In this communiqué we highlight two rule changes that serve to demonstrate how the conflict of interest may impact Canadian investors.  In the first case, the introduction of a highly dubious financial product by the TSX (which will generate revenue for the TSX) is accomplished quickly despite inadequate analysis and opposition from investor advocates.  In the second case, the TSX has been slow to protect shareholder rights even though its standards are clearly below those of other major markets and despite a consensus among investors for improving shareholder rights.
 
View full communique on our website... 
 
OSC Responds to Stakeholder Submissions
On April 7, 2009 the OSC appeared before the Standing Committee on Government Agencies where Chair David Wilson made a presentation responding to stakeholder submissions to the Standing Committee in its review of the OSC.  The OSC also filed a written Submission in Response to the Stakeholder Presentations made to the Standing Committee on February 23, 2009.

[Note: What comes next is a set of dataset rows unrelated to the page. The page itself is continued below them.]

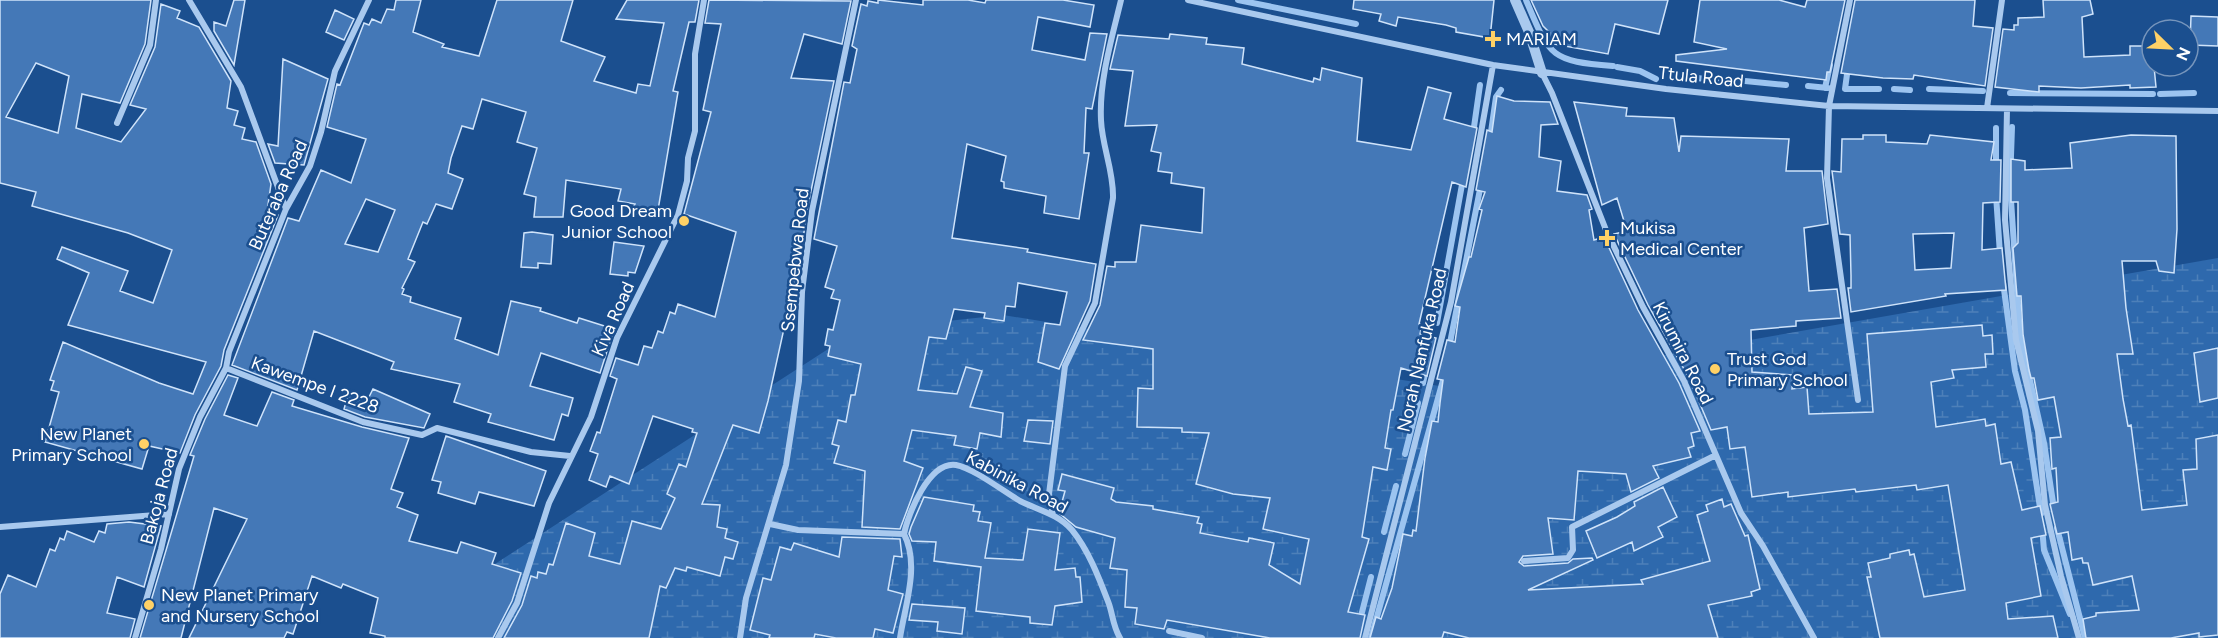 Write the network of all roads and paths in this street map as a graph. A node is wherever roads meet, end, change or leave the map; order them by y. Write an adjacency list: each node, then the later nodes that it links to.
1 (156, 0): 17 (street)
2 (189, 0): 18 (street)
3 (369, 0): 18 (street, Buteraba Road)
4 (704, 0): 21 (street, Kiva Road)
5 (855, 0): 25 (street, Ssempebwa Road)
6 (1121, 0): 24 (street)
7 (1188, 0): 11 (street, Ttula Road)
8 (1515, 0): 12 (street)
9 (1850, 0): 13 (street)
10 (2002, 0): 14 (street)
11 (1493, 65): 12 (street, Ttula Road); 36 (street, Norah Nanfuka Road)
12 (1542, 73): 13 (street, Ttula Road); 22 (street, Kirumira Road)
13 (1828, 106): 14 (street, Ttula Road); 20 (street)
14 (1987, 108): 15 (street, Ttula Road)
15 (2007, 109): 16 (street, Ttula Road); 38 (street)
16 (2218, 111)
17 (117, 123)
18 (286, 209): 19 (street, Buteraba Road)
19 (226, 368): 21 (street, Kawempe I 2228); 23 (street, Bakoja Road)
20 (1858, 400)
21 (570, 456): 31 (street, Kiva Road)
22 (1714, 456): 28 (street); 37 (street, Kirumira Road)
23 (169, 514): 26 (street); 30 (street, Bakoja Road)
24 (1053, 515): 27 (street, Kabinika Road); 34 (street, Kabinika Road)
25 (770, 524): 27 (street); 32 (street, Ssempebwa Road)
26 (0, 527)
27 (904, 534): 33 (street)
28 (1524, 561)
29 (1169, 631): 35 (street)
30 (135, 638)
31 (498, 638)
32 (740, 638)
33 (900, 638)
34 (1120, 638)
35 (1202, 638)
36 (1365, 638)
37 (1814, 638)
38 (2079, 638)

Firstly, we are pleased that the OSC responded thoughtfully to the recommendations in the stakeholder submissions. 
 
Secondly, we are pleased that the OSC (at least in principle) supported FAIR recommendations on retail investor issues. 
 
The OSC stated that it is "actively engaged in a rigorous exercise to identify the most effective ways to obtain investor input and to address investor interests".  We believe that the OSC is sincere in wanting more investor input and recognize the difficulty of getting investor input on securities regulation.  (In fact, addressing the lack of a strong investor voice in securities regulation was the rationale behind the establishment of FAIR Canada.)
 
The OSC announced that it is establishing an Investor Secretariat as a coordinating body within the Commission to better identify and address issues of concern to investors.  This is an important step forward and we look forward to hearing about other OSC initiatives to improve investor input in securities regulation.  FAIR has informed the OSC that we are available to provide whatever assistance or input the OSC may require.
 
Our proposal for retail investor representation on the Commission (i.e. OSC board of directors) in the FAIR submission may not have sufficiently clear as the OSC appears to have misunderstood our proposal.  The OSC considered the proposal inconsistent with the Securities Act and the OSC governance charter.
 
In its advertisement to fill three vacancies, the OSC expressly allocated one position to a listed company representative.  (The other two positions were allocated for an investment banker and a lawyer.)  All FAIR is seeking is the appointment of someone with a retail investor perspective - this is no different from what the OSC expressly proposed for listed companies.  The person would, of course, need to meet the same rigorous qualifications in terms of expertise, experience and reputation for integrity as other Commissioners.  The person would also have the same duties under the statute and governance charter as any other Commissioner.  FAIR will continue to press the OSC for the appointment of one Commissioner who would bring a more balanced retail investor perspective to the OSC board.  Clearly, having the retail investor perspective can help the board better "address investor interests" and contribute in a positive way to OSC policy decisions.